Certainly, for more than half the Democrats who first effectively ignored intelligence documents but more lately intend to reexamine those plus others with reinvigoration, further scrutiny is an outrageous, Janus-faced sham. The 2002 intelligence review involved a moral myopia that blinded congressional readers from seeing a questionable, devastating war about to begin. Now, if their vision remains as clouded (which it must if their posture continues to be surprised and offended), whatever they discover, they will certainly fail to see their own previous high liner marks. The war ‘s threadbare rationale wasn’t a secret.

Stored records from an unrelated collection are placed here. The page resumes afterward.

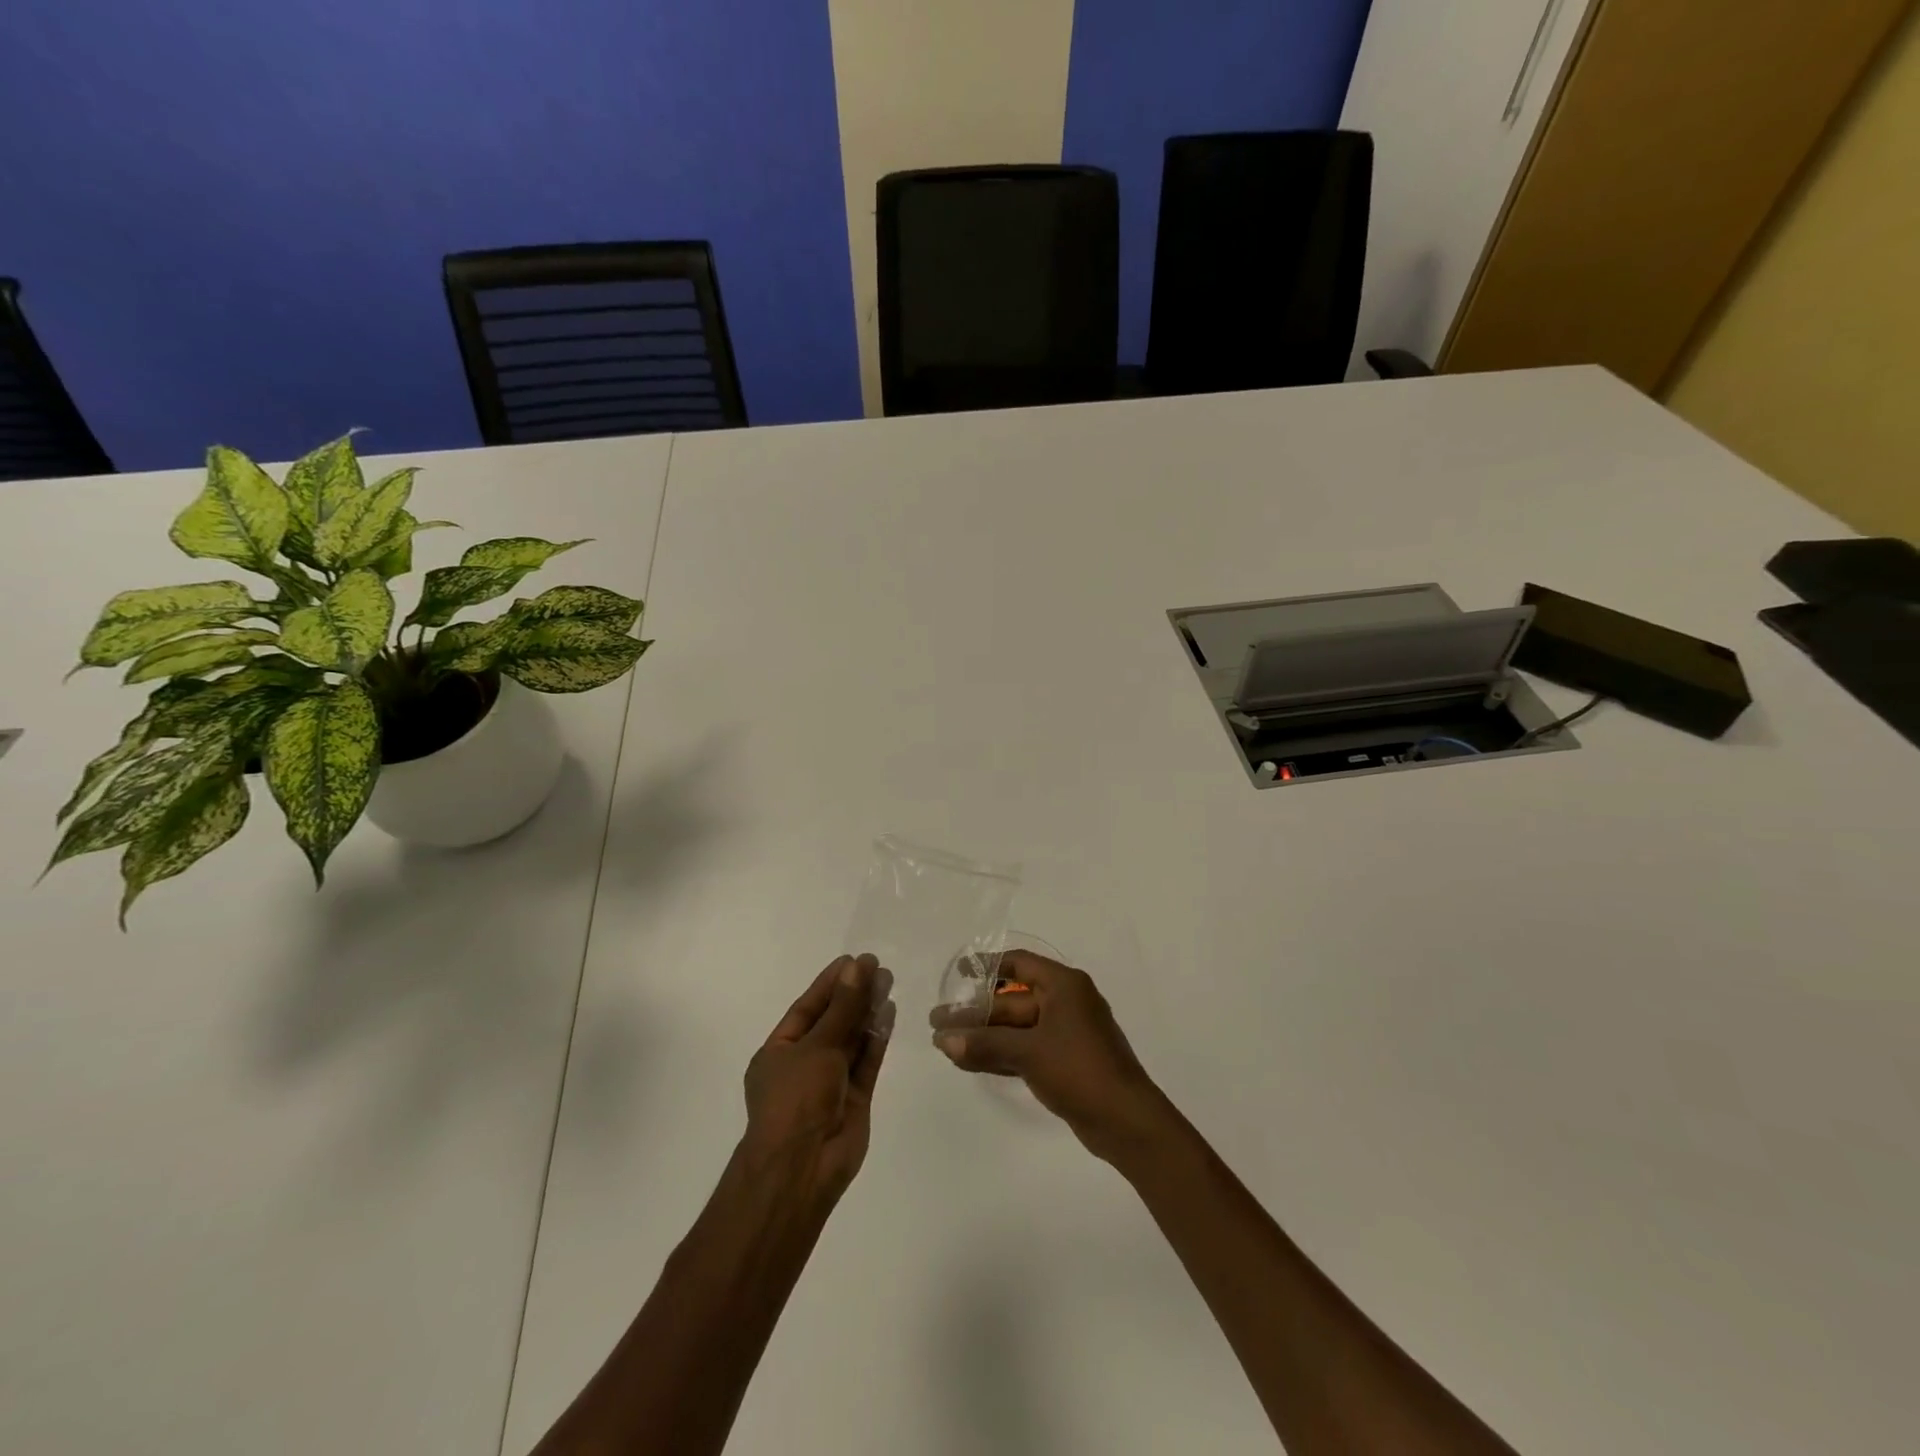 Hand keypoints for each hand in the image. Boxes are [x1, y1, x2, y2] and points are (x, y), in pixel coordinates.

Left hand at [742, 954, 894, 1201]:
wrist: (802, 1169)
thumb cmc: (796, 1099)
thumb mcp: (817, 1046)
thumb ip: (843, 1008)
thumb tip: (858, 967)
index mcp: (780, 1051)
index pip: (807, 1008)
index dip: (830, 983)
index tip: (854, 960)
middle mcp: (804, 1063)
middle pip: (832, 1021)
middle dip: (853, 994)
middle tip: (878, 967)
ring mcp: (830, 1081)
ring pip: (852, 1039)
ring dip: (868, 1011)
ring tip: (888, 981)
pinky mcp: (855, 1097)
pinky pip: (867, 1060)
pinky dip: (878, 1038)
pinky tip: (890, 1012)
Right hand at [930, 950, 1169, 1161]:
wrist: (1126, 1121)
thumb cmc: (1079, 1069)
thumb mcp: (1029, 1052)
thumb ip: (985, 1044)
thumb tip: (943, 1040)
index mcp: (1064, 985)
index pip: (1018, 965)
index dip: (986, 966)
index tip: (958, 974)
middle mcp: (1065, 1002)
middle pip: (1012, 1000)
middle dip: (975, 1012)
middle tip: (938, 1022)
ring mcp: (1065, 1034)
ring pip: (1015, 1028)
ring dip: (983, 1036)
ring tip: (944, 1044)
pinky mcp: (1063, 1062)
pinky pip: (1024, 1049)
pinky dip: (999, 1053)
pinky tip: (968, 1061) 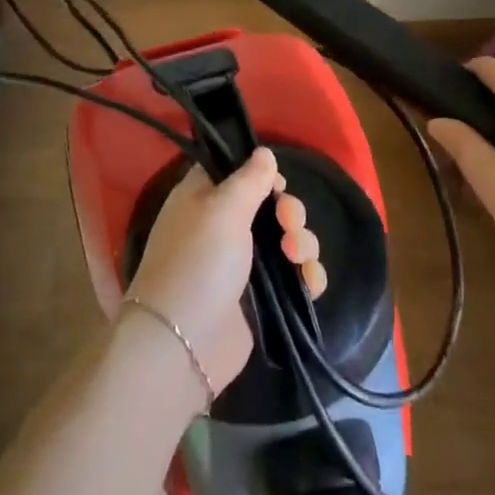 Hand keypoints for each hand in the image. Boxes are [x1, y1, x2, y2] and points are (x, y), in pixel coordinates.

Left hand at [128, 149, 326, 392]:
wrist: (185, 341)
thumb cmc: (198, 261)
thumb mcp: (222, 208)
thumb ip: (249, 178)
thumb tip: (265, 152)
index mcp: (204, 197)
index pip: (237, 171)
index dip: (261, 173)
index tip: (276, 183)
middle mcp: (225, 226)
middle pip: (271, 205)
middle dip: (289, 211)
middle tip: (287, 224)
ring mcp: (244, 263)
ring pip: (289, 239)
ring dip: (303, 242)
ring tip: (296, 256)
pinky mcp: (263, 298)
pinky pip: (296, 277)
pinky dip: (308, 275)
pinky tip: (310, 282) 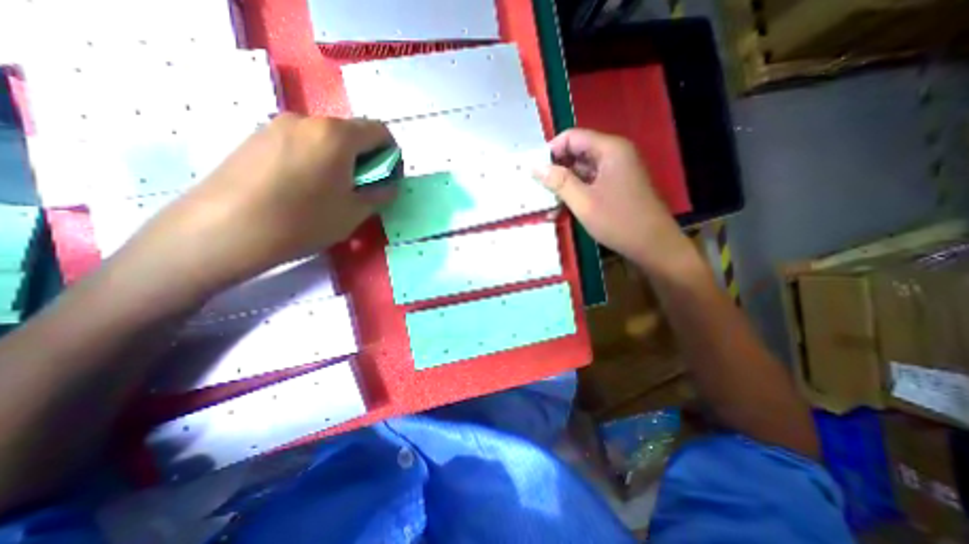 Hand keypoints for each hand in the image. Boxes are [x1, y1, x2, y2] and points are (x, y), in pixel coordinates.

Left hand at [119, 112, 392, 295]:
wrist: (224, 229)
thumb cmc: (303, 221)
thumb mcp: (354, 213)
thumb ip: (380, 194)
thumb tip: (389, 186)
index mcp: (337, 135)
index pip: (380, 132)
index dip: (392, 155)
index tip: (387, 179)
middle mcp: (307, 120)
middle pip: (352, 132)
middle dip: (366, 158)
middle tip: (362, 189)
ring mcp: (277, 125)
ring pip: (326, 138)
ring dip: (341, 159)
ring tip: (332, 191)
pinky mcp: (256, 137)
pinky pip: (301, 142)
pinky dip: (316, 159)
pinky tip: (304, 187)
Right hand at [538, 128, 688, 271]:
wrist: (653, 245)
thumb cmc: (618, 221)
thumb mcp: (583, 202)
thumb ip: (558, 181)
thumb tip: (534, 167)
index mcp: (610, 149)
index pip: (572, 137)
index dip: (551, 151)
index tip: (535, 171)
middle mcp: (615, 154)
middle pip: (577, 152)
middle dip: (556, 170)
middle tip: (538, 188)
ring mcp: (617, 171)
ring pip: (582, 170)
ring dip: (564, 184)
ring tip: (547, 202)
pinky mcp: (617, 186)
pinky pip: (591, 182)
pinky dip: (576, 192)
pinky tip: (562, 208)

It was full stage Kabuki, and the same tired political formula for stirring up war. So most of what’s seen now from the distance of the galleries is a scuttling political opportunism trailing too far behind grievous misjudgments and a rotten war. But there is a neglected longing in American liberal politics that’s had enough of impersonating the opposition (centrist) or dancing along in the dark with it (centrist). In times when business as usual is to hold a small retrospective on an illegal war, looking hard and perhaps in vain for its elusive imperfections, many would prefer instead that every political sentence begin clearly with “We, the People,” and not “Look what those guys have perpetrated with our help—let’s argue it point by point.” What, again, is ten percent of nothing?

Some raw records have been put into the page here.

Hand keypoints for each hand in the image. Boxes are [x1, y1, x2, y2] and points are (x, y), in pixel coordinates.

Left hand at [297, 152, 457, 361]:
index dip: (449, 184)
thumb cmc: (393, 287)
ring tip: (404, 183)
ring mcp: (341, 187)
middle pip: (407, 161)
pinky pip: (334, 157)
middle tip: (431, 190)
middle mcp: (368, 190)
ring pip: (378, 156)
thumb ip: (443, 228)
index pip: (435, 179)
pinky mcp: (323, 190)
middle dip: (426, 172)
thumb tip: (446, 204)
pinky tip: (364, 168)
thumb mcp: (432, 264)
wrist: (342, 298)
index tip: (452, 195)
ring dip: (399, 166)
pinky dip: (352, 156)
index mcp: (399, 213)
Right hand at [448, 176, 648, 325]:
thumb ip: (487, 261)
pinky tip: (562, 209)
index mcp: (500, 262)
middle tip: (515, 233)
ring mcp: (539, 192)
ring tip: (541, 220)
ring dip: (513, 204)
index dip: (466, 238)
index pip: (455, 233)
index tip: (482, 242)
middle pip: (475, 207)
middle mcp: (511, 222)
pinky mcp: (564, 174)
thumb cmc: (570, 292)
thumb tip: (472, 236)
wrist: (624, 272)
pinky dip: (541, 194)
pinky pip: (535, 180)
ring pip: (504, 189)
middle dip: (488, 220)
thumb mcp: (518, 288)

And stay away from other losing arguments. Seeding Iraq with US surplus WMD may already be a remote contingency plan (lots of Americans half expect it). But Bush is smirking, not sweating like Nixon, and there’s plenty of time before the WMD issue could look fatally grim to his handlers. Though the hubris of the world-conquering neo-cons could make possible such a maneuver (taking the world for what it is), more certainly the planted weapons accusation will be the only argument left for Democrats when Rumsfeld chortles and brings the bacon home. What’s the plan then? Send over a team of inspectors to verify? Or accuse the Angry Simpleton of lying about what he’s just proved true?

The Democrats have tried to set the hook too early. Two national take-overs and a thrice sweeping out of the National Treasury have swelled neocon egos, but the Democrats own hubris could loom as large. For the Greeks, the dark actuating heart of hubris was anagnorisis– a too-late recognition of what one has inadvertently become. Though coming late, anagnorisis brings the ruin inward to roost, so tragic figures may sit and know or wander and realize the imprudent miscalculations that shaped their fallen world. Simply, it’s realizing you didn’t know what you hoped deeply might be true. Are the weapons there? Without the Delphic oracle or Kreskin, the issue is tantalizing but not ripened.

Just how long does Bush have to finally come up with WMD (and various murky intelligence mish-mash)? Ten months, a year. Ashcroft will sign off on that, and expect the administration to start acting as parsimoniously with documents as the Democrats have let them be in the Cheney energy planning and the 911 investigation. As for the dreaded photo-op, the longer and more arduous a successful weapons hunt, the more pealing the well lit ovations.

Less photogenically and more realistically (hopefully), how much time do Democrats have to cut their symbiotic ties, to see issues non-reflexively in their own terms, and develop their arguments? On the issue of WMD? They’re way out front on that. Too far. On admitting both political sides dove into war when contraindicating intelligence refuted its basis? It won’t happen. On disentangling their progressivism from the Other’s monopolistic conservatism? As many elections as it takes.

“My, my, my,” said the spider to the fly, “jump right ahead in my web.” For a decade, they have.